Knowledge is the Best Protection Against Elder Fraud

“It just makes you frustrated and furious.” That’s all Jason Hicks, District Attorney for Caddo, Grady, Jefferson, and Stephens counties, could say. Hicks is a strong supporter of Marsy’s Law and we were talking about a case of elderly fraud his office is investigated in western Oklahoma. An elderly woman had more than $100,000 stolen from her retirement accounts by foreign scam artists posing as investment advisors. In his opinion, Marsy’s Law could be very helpful in cases like this. Giving seniors a clear guide to their rights, offering support so they attend court proceedings, and involving them in the process when their perpetrator is punished would be instrumental in helping them recover their dignity and self-respect.

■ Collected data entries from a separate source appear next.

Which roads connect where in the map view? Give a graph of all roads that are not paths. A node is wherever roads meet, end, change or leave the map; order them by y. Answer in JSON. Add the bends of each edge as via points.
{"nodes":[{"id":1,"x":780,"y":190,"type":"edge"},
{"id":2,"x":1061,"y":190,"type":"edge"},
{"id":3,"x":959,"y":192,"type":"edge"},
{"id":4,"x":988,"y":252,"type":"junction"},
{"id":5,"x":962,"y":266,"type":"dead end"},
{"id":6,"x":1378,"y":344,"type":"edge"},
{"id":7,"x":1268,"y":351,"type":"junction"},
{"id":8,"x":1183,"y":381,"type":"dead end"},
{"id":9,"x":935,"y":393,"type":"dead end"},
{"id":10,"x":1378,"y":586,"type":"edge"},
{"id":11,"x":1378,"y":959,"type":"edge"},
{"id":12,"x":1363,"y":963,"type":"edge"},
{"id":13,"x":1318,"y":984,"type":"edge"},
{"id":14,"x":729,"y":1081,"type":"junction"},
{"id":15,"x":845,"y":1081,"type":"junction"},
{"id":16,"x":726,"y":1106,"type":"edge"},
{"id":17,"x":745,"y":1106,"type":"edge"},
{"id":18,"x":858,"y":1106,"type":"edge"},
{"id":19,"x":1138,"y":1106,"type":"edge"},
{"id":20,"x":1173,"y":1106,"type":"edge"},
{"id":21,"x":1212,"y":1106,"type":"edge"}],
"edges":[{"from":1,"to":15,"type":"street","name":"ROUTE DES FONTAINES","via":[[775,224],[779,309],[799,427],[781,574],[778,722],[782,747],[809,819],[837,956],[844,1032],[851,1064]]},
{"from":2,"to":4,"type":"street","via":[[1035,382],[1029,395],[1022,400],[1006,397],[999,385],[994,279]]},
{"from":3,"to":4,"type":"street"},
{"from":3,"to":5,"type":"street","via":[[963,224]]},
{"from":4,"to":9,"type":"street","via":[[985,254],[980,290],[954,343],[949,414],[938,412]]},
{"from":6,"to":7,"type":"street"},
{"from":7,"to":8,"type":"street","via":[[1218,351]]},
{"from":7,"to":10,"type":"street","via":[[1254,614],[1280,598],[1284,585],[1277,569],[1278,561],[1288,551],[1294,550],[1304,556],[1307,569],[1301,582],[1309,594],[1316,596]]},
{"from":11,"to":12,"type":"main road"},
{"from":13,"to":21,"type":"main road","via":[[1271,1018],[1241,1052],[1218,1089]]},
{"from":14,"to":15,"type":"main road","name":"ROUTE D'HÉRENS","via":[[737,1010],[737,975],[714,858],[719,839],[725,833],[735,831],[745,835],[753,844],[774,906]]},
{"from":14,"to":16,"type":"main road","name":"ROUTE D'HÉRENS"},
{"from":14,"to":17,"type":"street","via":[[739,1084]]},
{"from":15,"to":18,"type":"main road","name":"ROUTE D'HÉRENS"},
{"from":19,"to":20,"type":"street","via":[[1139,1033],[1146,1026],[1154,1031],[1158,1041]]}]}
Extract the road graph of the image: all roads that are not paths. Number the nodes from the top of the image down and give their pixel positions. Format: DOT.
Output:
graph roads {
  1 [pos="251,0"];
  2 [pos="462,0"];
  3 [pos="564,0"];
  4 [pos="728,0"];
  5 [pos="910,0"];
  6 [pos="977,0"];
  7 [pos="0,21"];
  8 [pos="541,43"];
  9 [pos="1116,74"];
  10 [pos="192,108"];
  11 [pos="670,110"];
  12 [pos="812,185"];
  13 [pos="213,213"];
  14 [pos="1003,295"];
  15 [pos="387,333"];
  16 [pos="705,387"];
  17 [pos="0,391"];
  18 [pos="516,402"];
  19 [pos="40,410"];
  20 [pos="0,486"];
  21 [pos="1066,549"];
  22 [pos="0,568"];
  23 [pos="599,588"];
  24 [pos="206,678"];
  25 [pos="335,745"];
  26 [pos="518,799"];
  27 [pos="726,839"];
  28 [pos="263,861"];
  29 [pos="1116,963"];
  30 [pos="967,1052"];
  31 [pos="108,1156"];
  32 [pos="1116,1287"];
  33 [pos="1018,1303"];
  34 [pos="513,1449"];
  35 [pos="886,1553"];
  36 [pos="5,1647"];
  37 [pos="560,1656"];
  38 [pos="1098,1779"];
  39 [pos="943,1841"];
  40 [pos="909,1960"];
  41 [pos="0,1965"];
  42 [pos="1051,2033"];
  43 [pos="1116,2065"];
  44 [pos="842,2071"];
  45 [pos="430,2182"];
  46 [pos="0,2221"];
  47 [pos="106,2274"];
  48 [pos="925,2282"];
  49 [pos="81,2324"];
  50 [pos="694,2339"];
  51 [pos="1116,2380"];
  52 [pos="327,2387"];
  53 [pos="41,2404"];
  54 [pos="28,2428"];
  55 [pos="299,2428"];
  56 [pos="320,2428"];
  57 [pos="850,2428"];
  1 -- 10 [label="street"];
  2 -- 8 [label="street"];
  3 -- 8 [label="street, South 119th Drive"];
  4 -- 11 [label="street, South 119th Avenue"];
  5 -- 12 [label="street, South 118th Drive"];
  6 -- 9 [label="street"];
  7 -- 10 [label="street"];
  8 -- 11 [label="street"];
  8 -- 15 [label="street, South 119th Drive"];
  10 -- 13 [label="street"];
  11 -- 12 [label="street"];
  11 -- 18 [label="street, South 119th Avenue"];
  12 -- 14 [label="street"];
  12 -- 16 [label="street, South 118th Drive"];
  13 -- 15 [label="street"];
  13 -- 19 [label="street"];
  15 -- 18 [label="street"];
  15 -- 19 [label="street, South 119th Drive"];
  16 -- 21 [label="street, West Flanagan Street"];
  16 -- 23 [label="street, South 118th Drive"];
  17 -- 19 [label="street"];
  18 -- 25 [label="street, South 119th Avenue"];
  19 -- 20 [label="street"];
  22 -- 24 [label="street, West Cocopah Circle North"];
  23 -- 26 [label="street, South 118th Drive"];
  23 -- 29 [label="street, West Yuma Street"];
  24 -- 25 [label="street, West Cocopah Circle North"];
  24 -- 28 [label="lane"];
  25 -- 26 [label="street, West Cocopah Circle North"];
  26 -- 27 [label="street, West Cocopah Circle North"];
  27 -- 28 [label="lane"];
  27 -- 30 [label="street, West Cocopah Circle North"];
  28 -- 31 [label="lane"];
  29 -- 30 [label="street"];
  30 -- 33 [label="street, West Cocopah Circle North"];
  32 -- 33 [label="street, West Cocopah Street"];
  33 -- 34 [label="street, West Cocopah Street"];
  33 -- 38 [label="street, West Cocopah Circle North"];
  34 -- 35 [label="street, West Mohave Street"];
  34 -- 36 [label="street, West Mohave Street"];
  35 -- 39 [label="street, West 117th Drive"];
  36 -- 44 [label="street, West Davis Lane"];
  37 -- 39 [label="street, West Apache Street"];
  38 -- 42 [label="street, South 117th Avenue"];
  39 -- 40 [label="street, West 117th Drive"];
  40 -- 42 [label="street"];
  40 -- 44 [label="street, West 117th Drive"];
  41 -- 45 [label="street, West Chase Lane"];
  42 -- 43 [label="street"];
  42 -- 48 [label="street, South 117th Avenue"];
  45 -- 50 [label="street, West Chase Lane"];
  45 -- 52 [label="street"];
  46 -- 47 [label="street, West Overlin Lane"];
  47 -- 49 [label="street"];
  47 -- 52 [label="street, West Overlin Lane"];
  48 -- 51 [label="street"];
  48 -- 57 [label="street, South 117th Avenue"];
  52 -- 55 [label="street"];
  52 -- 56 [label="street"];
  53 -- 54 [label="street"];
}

Crimes like this against the elderly are becoming more common and harder to prosecute. One in eight of the cases reported to the National Center on Elder Abuse relate to finances, and the average fraud takes $30,000 out of a senior’s pocket. It’s a startling statistic I learned at the 2017 Oklahoma Senior Fraud Conference put on by the Oklahoma Insurance Department. I went to the event to meet experts who investigate crimes against the elderly and talk with some of the attendees about Marsy’s Law for Oklahoma.

The place was packed and the folks who sat at my table were fascinating. Everyone was over age 70 and all were trying to arm themselves against the con artists and thieves trying to take their life savings. Let’s just say none of them were going down without a fight. Barbara and Elaine sat to my right. They both knew elderly crime victims who’d had money stolen by someone they trusted they wanted to know how to spot trouble and what to do to protect themselves. By the end of the event, we all discovered a woman sitting behind us had thousands of dollars stolen during a phone scam by someone posing as a relative in trouble. 

The experts in the room had the answers they were looking for. Phil Stambeck of the Oklahoma Attorney General’s Office talked about common senior scams; Jennifer Shaw of the Oklahoma Securities Commission focused on investment fraud; Elaine Dodd of the Oklahoma Bankers Association presented a lot of good information about what banks can do to stop financial scams; and Rick Wagnon, director of the Oklahoma Insurance Department Anti-Fraud Division told the amazing story about Gary Edward Hibbing a former Oklahoma insurance agent sentenced to 27 months in prison for fraud after defrauding his victims.

All these experts had something in common with Marsy’s Law. We all want to empower crime victims to stand up for their rights and work together to make the criminal justice system stronger. Together, I think we can do it.